My daughter found a large cluster of Garden Orb Spider Araneus diadematus spiderlings in between two pots (above). These spiderlings balls are now everywhere (even on my car!). Once they hatch from their silky cocoon, they will stay in a tight ball for a few days in a communal web. After they moult they will disperse to make their individual webs and start catching tiny insects, mostly aphids.
There are two age groups of Araneus in the garden now. The tiny newborn spiderlings and the year old spiders which have survived the winter and are not mature. This large male has built its web in a flowering sage with is always busy with insects.

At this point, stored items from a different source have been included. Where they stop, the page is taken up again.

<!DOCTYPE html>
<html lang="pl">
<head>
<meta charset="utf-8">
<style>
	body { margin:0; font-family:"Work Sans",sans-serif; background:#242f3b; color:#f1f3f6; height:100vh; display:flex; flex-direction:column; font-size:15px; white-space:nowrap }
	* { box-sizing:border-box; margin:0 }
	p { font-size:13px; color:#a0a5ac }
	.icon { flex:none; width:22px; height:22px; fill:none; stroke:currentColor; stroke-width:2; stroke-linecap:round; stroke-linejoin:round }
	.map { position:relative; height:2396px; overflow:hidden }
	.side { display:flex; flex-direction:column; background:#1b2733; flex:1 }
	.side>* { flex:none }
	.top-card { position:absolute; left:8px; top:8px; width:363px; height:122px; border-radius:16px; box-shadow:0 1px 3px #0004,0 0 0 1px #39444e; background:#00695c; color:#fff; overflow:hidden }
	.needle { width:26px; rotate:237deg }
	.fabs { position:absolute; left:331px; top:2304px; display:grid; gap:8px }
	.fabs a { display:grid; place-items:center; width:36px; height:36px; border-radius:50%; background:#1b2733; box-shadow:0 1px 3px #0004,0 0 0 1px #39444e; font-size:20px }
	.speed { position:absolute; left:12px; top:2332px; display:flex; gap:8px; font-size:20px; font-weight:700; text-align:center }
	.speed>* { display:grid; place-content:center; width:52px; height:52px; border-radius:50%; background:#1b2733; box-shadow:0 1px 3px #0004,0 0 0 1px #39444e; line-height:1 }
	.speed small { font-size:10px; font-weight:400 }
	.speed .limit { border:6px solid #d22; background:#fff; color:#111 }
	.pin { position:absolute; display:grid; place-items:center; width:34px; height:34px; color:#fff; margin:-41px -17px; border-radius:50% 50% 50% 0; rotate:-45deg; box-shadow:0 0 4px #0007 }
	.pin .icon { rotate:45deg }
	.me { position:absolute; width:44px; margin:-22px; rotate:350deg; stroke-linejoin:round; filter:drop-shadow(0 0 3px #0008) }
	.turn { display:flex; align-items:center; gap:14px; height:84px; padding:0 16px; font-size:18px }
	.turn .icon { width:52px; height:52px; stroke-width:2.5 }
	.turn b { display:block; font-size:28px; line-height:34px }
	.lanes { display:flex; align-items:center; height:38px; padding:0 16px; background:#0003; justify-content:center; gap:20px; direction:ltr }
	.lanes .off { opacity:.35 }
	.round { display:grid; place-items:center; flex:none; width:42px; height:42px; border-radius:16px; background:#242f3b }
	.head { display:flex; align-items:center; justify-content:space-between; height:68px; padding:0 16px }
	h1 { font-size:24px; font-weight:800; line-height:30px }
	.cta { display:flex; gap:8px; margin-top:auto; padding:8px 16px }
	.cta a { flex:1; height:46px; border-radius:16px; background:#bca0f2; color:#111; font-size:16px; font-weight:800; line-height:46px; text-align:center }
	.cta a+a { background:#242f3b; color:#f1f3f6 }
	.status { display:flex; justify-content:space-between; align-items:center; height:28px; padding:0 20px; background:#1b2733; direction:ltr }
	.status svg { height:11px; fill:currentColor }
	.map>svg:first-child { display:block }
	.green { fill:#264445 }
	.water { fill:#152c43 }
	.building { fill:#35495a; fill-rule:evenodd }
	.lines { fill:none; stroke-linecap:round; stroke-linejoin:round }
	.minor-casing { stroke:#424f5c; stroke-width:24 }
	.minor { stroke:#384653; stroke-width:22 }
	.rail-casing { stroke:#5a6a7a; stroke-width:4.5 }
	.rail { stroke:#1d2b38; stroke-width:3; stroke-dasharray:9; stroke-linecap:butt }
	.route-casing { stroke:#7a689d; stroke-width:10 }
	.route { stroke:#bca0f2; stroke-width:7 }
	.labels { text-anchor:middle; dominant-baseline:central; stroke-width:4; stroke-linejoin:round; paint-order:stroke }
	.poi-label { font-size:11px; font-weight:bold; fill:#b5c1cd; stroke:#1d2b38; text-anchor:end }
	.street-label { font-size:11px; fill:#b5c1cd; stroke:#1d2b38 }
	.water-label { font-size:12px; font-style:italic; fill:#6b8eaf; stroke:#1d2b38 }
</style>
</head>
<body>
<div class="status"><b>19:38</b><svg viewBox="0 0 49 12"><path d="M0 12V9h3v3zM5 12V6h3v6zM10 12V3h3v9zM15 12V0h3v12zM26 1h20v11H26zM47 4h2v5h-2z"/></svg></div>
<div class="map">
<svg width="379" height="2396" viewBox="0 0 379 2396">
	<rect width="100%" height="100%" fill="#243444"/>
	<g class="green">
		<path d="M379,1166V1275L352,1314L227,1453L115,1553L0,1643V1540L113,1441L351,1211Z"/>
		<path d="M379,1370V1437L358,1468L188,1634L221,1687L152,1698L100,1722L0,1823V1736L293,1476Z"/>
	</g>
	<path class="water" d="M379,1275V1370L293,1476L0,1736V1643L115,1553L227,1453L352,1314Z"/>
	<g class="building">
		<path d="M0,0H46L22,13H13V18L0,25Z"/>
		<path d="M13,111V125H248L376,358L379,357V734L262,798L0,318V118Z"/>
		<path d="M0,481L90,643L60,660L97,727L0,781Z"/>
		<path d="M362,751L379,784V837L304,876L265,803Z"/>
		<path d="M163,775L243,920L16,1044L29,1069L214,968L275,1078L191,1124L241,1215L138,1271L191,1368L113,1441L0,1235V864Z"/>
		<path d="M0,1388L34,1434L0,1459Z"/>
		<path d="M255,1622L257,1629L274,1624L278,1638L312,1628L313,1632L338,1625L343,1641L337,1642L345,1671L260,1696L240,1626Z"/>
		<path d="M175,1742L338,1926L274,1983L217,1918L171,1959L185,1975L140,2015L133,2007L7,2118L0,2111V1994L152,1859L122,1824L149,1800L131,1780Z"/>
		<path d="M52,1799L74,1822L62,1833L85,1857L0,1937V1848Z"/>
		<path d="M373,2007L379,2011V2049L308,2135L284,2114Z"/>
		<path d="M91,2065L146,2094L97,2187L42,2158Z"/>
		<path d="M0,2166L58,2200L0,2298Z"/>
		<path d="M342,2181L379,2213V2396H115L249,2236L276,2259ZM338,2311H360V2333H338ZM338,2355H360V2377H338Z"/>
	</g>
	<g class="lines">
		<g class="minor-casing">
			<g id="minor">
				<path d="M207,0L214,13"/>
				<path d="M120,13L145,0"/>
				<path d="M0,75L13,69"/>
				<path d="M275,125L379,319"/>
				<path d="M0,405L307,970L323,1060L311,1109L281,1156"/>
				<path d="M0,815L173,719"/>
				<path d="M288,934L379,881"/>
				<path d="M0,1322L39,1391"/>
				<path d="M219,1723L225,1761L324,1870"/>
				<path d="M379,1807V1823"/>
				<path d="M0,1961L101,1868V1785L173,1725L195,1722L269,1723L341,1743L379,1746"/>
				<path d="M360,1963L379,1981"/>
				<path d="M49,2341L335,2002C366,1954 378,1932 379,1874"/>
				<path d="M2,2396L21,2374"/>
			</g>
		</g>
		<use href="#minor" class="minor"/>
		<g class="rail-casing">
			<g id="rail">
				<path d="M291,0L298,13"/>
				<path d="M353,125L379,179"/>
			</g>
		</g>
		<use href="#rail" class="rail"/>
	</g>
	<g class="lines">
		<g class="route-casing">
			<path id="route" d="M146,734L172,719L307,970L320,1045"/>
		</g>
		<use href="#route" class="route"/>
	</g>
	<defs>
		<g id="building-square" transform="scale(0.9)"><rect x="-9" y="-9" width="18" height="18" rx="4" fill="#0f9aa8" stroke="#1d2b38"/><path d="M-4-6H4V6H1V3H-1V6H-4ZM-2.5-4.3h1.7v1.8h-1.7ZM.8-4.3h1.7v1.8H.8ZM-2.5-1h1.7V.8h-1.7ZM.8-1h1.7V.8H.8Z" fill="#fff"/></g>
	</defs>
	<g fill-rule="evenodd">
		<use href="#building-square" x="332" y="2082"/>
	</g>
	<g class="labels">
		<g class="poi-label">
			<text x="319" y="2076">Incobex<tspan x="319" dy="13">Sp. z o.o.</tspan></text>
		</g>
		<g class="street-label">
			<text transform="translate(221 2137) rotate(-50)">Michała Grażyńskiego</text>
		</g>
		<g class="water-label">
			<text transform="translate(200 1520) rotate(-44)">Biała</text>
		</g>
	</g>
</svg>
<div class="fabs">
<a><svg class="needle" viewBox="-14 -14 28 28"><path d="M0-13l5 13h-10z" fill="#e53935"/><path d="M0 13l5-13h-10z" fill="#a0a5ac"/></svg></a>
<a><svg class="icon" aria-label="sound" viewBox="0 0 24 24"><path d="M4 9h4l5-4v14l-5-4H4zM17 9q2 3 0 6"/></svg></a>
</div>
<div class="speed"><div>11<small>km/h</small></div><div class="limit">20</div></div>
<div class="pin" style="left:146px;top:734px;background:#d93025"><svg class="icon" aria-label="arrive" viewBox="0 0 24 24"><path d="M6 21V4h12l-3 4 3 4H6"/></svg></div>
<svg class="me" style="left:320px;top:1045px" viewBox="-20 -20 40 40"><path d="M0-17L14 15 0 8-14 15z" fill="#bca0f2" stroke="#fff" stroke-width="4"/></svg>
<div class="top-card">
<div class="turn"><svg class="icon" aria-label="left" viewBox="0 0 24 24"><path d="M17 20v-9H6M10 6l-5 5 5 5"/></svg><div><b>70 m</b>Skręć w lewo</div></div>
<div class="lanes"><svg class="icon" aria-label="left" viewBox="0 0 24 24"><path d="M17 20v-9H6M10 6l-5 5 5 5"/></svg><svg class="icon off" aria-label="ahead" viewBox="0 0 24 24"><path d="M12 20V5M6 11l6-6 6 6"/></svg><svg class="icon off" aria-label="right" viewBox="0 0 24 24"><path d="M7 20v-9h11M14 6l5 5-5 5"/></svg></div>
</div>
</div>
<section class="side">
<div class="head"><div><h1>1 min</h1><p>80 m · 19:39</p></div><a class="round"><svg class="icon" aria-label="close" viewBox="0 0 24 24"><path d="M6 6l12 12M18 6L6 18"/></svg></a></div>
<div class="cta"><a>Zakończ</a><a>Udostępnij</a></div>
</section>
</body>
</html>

Male Araneus diadematus on his web.
A male Philodromus aureolus
We also found this lovely spider crawling on a hedge, on our way back from school. Males of some crab spiders have iridescent scales on their bodies. I think this is Philodromus aureolus. After failing to take a photos where it was as it was quite mobile, I potted it to photograph at home. Shortly after I released him in the garden I found another individual on ivy, and what could possibly be the female of the same species (below). Crab spiders don't build webs, instead sitting on leaves or flowers to ambush flying insects that stop to bask or feed on the flowers.There are several common Philodromus species, and without microscopic examination of their genitals (or palps in the case of males) identification to species is not possible, which is sadly true for many species of spider.
A female Philodromus sp.
Female wolf spider, Pardosa sp., with her egg sac.
Female Tegenaria sp.
Pholcus phalangioides, mature female.